QUE FAÍSCA FUGIU DO TEU OLHAR *
Nunca consegui despedir-me
dos meus mortos. Porque partíamos
para outras cidades, outras ruas, outros
sítios de despedida. Transporto
comigo esses finais antecipados,
novelos sem ponta, mimeses
sucessivas.
Mas os meus animais
sempre de mim se despediram, desde
o tigre doméstico, envenenado no quintal
por uma velhinha sinistra que
queria preservar as alfaces,
até ao meu último cão, escondido
no último dia, no canto mais escuro
da garagem, um sítio de partidas
que ele conhecia.
Vem dos animais
uma tal inteireza, um até ao fim, até
que a morte nos separe, tão intensamente
farejado, tão comovidamente lambido. O clarim
de um miado ao abrir da porta. O latir
festivo de todas as chegadas. A probidade
do humilde estado de andar
a quatro.
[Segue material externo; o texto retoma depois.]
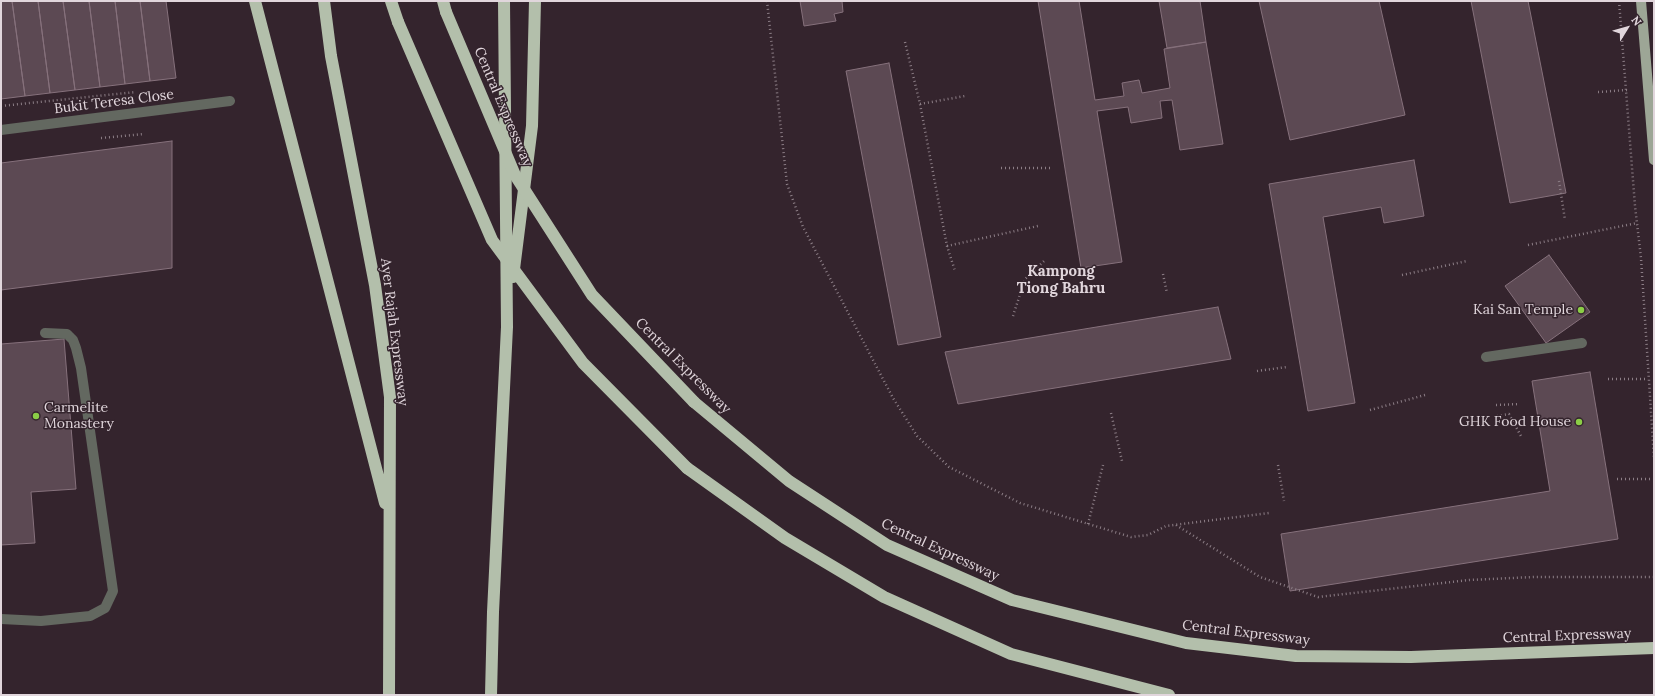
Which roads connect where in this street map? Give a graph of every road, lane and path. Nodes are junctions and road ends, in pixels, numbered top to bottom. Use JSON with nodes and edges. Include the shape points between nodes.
{"nodes":[{"id":1,"x":255,"y":1,"type":"edge"},
{"id":2,"x":324,"y":1,"type":"edge"},
{"id":3,"x":391,"y":1,"type":"edge"},
{"id":4,"x":504,"y":1,"type":"edge"},
{"id":5,"x":535,"y":1,"type":"edge"},
{"id":6,"x":767,"y":1,"type":"edge"},
{"id":7,"x":1619,"y":1,"type":"edge"},
{"id":8,"x":1640,"y":1,"type":"edge"},
{"id":9,"x":444,"y":6,"type":"edge"},
{"id":10,"x":905,"y":42,"type":"dead end"},
{"id":11,"x":1627,"y":90,"type":"junction"},
{"id":12,"x":136,"y":92,"type":"dead end"},
{"id":13,"x":1598,"y":92,"type":"dead end"},
{"id":14,"x":965,"y":96,"type":"dead end"},
{"id":15,"x":230,"y":101,"type":"dead end"},
{"id":16,"x":920,"y":104,"type":"junction"},
{"id":17,"x":1,"y":106,"type":"edge"},
{"id":18,"x":1,"y":130,"type":"edge"},
{"id":19,"x":1654,"y":160,"type":"edge"},
{"id":20,"x":1001,"y":168,"type":"dead end"},
{"id":21,"x":1050,"y":168,"type":"dead end"},
{"id":22,"x":1559,"y":181,"type":"dead end"},
{"id":23,"x":1566,"y":220,"type":"dead end"},
{"id":24,"x":1637,"y":223,"type":"junction"},
{"id":25,"x":1038,"y":226,"type":"dead end"},
{"id":26,"x":1528,"y":245,"type":"dead end"},
{"id":27,"x":947,"y":246,"type":"junction"},
{"id":28,"x":1044,"y":261,"type":"dead end"},
{"id":29,"x":1467,"y":261,"type":"dead end"},
{"id":30,"x":955,"y":271,"type":"dead end"},
{"id":31,"x":1162,"y":274,"type":"dead end"},
{"id":32,"x":1402,"y":275,"type":"dead end"},
{"id":33,"x":1167,"y":294,"type":"dead end"},
{"id":34,"x":1013,"y":316,"type":"dead end"},
{"id":35,"x":507,"y":328,"type":"junction"},
{"id":36,"x":45,"y":334,"type":"dead end"},
{"id":37,"x":1582,"y":343,"type":"dead end"},
{"id":38,"x":1486,"y":357,"type":"dead end"},
{"id":39,"x":1287,"y":367,"type":"dead end"},
{"id":40,"x":1257,"y":371,"type":"dead end"},
{"id":41,"x":1608,"y":379,"type":"dead end"},
{"id":42,"x":1648,"y":379,"type":"junction"},
{"id":43,"x":1425,"y":395,"type":"dead end"},
{"id":44,"x":1520,"y":404,"type":"dead end"},
{"id":45,"x":1496,"y":405,"type":"dead end"},
{"id":46,"x":1370,"y":410,"type":"dead end"},
{"id":47,"x":1111,"y":413,"type":"dead end"},
{"id":48,"x":1497,"y":416,"type":"dead end"},
{"id":49,"x":1522,"y":438,"type":"dead end"},
{"id":50,"x":1654,"y":458,"type":"edge"},
{"id":51,"x":1122,"y":461,"type":"dead end"},
{"id":52,"x":1103,"y":465,"type":"dead end"},
{"id":53,"x":1278,"y":465,"type":"dead end"},
{"id":54,"x":1617,"y":479,"type":"dead end"},
{"id":55,"x":1654,"y":479,"type":"edge"},
{"id":56,"x":1284,"y":501,"type":"dead end"},
{"id":57,"x":1268,"y":513,"type":"dead end"},
{"id":58,"x":389,"y":520,"type":"junction"},
{"id":59,"x":1088,"y":524,"type":"junction"},
{"id":60,"x":1175,"y":525,"type":"junction"},
{"id":61,"x":1654,"y":577,"type":"edge"},
{"id":62,"x":1,"y":619,"type":"edge"},
{"id":63,"x":1654,"y":648,"type":"edge"},
{"id":64,"x":389,"y":695,"type":"edge"},
{"id":65,"x":491,"y":695,"type":"edge"},
{"id":66,"x":1169,"y":695,"type":"edge"}],
"edges":[{"from":1,"to":58,"type":"highway"},
{"from":2,"to":58,"type":"highway","name":"Ayer Rajah Expressway","via":[[331,56],[375,286],[389,390]]},
{"from":3,"to":66,"type":"highway","bridge":true,"via":[[492,240],[583,363],[687,468],[785,538],[884,597],[1011,654]]},
{"from":4,"to":35,"type":"highway"},
{"from":5,"to":35,"type":"highway","via":[[532,126]]},
{"from":6,"to":59,"type":"path","via":[[786,184],[803,227],[893,398],[917,436],[949,467],[1020,503]]},
{"from":7,"to":11,"type":"path"},
{"from":8,"to":19,"type":"main road"},
{"from":9,"to":63,"type":"highway","name":"Central Expressway","bridge":true,"via":[[515,174],[592,295],[694,402],[789,481],[887,545],[1012,600],[1186,643],[1296,656],[1411,657]]},
{"from":10,"to":16,"type":"path"},
{"from":11,"to":13,"type":"path"},
{"from":11,"to":24,"type":"path"},
{"from":12,"to":17,"type":"path"},
{"from":14,"to":16,"type":"path"},
{"from":15,"to":18,"type":"lane","name":"Bukit Teresa Close"},
{"from":16,"to":27,"type":"path"},
{"from":20,"to":21,"type":"path"},
{"from":22,"to":23,"type":"path"},
{"from":24,"to":26,"type":"path"},
{"from":24,"to":42,"type":"path"},
{"from":25,"to":27,"type":"path"},
{"from":27,"to":30,"type":"path"},
{"from":28,"to":34,"type":"path","via":[[1025,279]]},
{"from":29,"to":32,"type":"path"},
{"from":31,"to":33,"type":"path"},
{"from":35,"to":65,"type":"highway"},
{"from":36,"to":62,"type":"lane","via":[[67,334],[76,348],[113,591],[105,608],[90,616],[41,621]]},
{"from":37,"to":38,"type":"lane"},
{"from":39,"to":40,"type":"path"},
{"from":41,"to":42,"type":"path"},
{"from":42,"to":50,"type":"path"},
{"from":43,"to":46,"type":"path"},
{"from":44,"to":45,"type":"path"},
{"from":47,"to":51,"type":"path"},
{"from":48,"to":49,"type":"path","via":[[1509,414]]},
{"from":52,"to":59,"type":"path"},
{"from":53,"to":56,"type":"path"},
{"from":54,"to":55,"type":"path"},
{"from":57,"to":60,"type":"path"},
{"from":58,"to":64,"type":"highway","name":"Ayer Rajah Expressway"},
{"from":59,"to":60,"type":"path","via":[[1131,537],[1148,535],[1166,526]]},
{"from":60,"to":61,"type":"path","via":[[1260,578],[1318,597],[1477,580],[1532,577]]}]}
A alegria arcaica de trincar, rilhar
o esburgado osso, o looping de garras
fulminantes para suster um voo. Endoidecer
ao cheiro do pescado. Escutar
sons inaudíveis, danado de atenção.
Só os nossos animais nos lançam longos e
verdadeiros olhares de saudade, antes
de partirem, na sua perfeita condição
de seres indivisíveis, para a ventura de
nenhum hades, nenhum céu.
* verso de um poema de Ruy Belo
I.L.
idem pág.43 e 44.
Nota: Tenho vindo a postar aqui, alguns poemas "felinos" que foram publicados em diversos livros meus. Já lá vão 10. Vou fazer um pequeno interregno, mas prometo que voltarei à temática porque ainda há mais...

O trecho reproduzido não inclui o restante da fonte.